Task statement => From the listing below, pick out each line with the word "عروس".

*** Opening of Study material ***

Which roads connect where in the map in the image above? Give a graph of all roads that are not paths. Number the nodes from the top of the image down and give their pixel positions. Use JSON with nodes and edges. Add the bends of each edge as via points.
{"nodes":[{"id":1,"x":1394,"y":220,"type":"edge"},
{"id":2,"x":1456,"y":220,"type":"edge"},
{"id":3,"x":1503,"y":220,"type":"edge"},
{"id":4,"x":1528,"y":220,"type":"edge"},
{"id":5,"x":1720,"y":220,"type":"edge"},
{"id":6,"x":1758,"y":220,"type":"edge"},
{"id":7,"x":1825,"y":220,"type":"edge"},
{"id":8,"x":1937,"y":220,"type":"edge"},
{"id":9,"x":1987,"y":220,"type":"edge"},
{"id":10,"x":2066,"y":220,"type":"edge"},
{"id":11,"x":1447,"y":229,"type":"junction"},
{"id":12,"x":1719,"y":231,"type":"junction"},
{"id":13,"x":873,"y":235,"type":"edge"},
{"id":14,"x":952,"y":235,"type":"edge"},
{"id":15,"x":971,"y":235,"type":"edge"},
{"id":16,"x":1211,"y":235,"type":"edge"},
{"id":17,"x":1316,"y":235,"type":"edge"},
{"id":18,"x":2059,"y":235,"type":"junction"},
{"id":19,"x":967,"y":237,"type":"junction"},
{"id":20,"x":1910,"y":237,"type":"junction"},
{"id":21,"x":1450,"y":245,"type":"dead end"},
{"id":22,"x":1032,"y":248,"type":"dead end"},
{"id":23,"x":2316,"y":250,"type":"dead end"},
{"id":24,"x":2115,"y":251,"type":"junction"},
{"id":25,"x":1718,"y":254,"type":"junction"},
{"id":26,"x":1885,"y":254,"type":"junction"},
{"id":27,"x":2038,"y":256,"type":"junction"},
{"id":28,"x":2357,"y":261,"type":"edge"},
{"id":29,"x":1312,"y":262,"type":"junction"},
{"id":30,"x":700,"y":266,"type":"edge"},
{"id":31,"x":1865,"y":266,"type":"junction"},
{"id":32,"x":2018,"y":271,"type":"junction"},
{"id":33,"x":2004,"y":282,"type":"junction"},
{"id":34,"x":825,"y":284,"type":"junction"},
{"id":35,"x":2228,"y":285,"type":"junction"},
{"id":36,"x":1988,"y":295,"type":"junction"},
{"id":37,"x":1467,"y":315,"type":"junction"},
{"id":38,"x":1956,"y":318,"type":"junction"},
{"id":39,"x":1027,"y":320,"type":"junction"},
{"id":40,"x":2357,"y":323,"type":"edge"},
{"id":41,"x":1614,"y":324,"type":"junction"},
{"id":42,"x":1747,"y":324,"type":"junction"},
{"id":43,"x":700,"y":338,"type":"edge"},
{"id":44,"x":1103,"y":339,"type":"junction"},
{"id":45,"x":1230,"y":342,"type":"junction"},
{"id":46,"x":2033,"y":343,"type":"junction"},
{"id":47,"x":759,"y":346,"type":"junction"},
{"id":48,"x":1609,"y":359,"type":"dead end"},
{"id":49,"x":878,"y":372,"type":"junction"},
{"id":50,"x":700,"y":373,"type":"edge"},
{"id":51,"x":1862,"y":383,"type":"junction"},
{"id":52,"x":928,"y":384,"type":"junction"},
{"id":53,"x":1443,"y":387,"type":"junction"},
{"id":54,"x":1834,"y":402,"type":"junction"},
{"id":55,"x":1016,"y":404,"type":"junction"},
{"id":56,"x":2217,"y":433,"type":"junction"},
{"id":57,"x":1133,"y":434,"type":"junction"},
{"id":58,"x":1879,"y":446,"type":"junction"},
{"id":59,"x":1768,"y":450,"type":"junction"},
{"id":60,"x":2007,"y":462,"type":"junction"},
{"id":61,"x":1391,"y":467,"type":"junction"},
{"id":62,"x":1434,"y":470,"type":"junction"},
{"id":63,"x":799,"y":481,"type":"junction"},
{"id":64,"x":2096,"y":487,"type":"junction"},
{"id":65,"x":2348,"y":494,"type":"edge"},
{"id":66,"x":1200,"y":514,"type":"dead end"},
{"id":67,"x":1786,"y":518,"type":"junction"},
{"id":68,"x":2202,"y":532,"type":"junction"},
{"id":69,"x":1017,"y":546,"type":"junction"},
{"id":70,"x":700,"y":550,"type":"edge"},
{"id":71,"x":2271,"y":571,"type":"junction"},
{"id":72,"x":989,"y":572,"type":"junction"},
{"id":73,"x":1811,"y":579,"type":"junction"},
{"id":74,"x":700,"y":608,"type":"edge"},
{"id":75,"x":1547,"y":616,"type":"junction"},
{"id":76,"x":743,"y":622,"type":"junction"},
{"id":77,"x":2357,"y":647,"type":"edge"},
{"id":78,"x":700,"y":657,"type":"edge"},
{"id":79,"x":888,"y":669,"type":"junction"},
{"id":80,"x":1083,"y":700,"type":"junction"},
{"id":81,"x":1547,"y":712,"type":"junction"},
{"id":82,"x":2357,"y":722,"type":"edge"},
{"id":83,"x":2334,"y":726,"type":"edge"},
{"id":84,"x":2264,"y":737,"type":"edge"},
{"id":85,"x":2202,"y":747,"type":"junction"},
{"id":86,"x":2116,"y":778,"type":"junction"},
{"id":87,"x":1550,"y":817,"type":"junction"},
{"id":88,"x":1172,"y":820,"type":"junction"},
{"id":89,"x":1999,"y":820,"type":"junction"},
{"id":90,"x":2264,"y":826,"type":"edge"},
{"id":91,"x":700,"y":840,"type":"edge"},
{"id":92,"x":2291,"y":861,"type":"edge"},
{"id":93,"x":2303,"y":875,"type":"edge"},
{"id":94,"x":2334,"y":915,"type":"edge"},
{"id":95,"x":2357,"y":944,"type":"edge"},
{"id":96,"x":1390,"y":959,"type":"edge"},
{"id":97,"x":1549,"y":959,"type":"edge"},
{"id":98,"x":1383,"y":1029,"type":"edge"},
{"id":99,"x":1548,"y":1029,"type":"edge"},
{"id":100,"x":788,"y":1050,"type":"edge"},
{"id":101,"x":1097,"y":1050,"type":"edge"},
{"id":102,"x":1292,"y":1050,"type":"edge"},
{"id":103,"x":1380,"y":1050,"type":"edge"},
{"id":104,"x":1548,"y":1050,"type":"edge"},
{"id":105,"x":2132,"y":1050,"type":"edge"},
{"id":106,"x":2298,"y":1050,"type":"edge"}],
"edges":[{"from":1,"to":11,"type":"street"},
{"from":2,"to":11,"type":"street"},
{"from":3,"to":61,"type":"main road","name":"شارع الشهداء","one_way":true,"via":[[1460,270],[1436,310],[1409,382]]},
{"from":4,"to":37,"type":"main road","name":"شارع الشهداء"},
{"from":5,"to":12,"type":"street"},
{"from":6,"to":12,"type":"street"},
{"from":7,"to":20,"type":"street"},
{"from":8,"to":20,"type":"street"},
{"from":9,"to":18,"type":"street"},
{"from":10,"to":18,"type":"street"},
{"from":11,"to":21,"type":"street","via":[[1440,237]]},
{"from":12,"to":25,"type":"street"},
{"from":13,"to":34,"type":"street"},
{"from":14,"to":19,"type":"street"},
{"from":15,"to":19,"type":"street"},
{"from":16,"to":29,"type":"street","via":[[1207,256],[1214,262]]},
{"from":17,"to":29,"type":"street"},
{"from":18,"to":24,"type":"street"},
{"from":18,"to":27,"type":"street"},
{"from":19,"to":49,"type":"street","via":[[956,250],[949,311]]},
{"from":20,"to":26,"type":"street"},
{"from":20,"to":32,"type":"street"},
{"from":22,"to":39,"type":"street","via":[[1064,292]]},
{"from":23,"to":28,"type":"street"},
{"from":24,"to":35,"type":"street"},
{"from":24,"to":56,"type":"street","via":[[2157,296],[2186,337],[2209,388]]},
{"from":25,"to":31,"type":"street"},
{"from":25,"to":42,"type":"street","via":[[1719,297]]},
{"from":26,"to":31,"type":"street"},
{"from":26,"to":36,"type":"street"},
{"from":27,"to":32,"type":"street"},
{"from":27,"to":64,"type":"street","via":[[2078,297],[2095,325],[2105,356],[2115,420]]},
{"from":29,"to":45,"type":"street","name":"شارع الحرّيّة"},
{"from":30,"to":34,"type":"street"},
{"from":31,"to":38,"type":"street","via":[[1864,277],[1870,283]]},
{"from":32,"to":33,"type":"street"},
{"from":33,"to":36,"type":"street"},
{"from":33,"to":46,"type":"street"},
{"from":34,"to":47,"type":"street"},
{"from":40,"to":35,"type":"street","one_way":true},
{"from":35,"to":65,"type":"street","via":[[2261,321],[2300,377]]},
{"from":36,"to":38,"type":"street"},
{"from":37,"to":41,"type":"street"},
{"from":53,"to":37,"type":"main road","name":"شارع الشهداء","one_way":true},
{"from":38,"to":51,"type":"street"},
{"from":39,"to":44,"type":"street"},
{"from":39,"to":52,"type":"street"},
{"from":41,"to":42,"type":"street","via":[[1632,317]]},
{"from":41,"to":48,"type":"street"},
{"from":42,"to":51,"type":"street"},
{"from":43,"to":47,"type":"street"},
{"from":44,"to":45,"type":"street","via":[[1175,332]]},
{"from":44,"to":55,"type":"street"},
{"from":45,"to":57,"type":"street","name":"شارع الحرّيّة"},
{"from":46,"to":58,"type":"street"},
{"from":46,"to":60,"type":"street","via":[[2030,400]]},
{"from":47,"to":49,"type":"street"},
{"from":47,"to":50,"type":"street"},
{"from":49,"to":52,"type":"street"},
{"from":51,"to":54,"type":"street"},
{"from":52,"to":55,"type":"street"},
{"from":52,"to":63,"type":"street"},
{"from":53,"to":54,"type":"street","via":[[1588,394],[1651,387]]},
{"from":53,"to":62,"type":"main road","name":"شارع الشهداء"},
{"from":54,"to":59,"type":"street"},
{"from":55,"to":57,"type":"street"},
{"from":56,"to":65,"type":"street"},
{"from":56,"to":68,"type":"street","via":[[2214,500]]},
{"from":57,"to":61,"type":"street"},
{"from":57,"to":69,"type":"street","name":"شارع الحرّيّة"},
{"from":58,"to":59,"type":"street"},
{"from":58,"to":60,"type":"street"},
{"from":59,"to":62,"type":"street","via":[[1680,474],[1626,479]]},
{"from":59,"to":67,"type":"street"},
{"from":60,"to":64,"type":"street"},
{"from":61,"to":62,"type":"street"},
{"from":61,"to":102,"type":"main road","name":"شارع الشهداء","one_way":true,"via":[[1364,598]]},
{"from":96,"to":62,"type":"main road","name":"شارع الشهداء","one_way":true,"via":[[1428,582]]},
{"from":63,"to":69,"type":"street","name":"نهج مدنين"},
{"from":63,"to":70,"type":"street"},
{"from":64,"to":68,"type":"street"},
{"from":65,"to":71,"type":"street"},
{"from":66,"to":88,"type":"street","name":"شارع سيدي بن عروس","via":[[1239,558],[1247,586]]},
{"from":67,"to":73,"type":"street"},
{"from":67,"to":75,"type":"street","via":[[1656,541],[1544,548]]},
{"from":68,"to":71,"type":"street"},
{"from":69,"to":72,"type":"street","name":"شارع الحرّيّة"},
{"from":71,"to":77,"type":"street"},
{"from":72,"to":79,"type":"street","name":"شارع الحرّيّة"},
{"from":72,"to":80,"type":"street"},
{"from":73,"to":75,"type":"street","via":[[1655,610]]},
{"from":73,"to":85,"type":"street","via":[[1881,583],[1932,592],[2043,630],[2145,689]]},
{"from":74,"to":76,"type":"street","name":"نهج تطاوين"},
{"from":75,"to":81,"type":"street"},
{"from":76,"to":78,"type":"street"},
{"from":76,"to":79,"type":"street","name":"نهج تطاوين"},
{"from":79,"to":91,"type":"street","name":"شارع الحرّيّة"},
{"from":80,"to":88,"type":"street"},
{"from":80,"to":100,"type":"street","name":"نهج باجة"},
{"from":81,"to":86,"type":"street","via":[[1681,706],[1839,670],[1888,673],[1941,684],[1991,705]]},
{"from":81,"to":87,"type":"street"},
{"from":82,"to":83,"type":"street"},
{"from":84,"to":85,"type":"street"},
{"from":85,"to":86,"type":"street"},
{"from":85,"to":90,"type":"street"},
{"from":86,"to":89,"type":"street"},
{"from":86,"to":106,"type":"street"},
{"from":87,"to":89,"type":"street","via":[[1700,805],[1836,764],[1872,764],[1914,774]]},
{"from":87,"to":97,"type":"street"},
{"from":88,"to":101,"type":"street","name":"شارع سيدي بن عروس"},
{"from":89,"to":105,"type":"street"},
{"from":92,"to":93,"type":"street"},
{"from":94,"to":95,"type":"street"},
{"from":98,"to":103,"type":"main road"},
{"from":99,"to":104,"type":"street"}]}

*** Close of Study material ***

Answer =>
{"from":66,"to":88,"type":"street","name":"شارع سيدي بن عروس","via":[[1239,558],[1247,586]]},
{"from":88,"to":101,"type":"street","name":"شارع سيدي بن عروس"},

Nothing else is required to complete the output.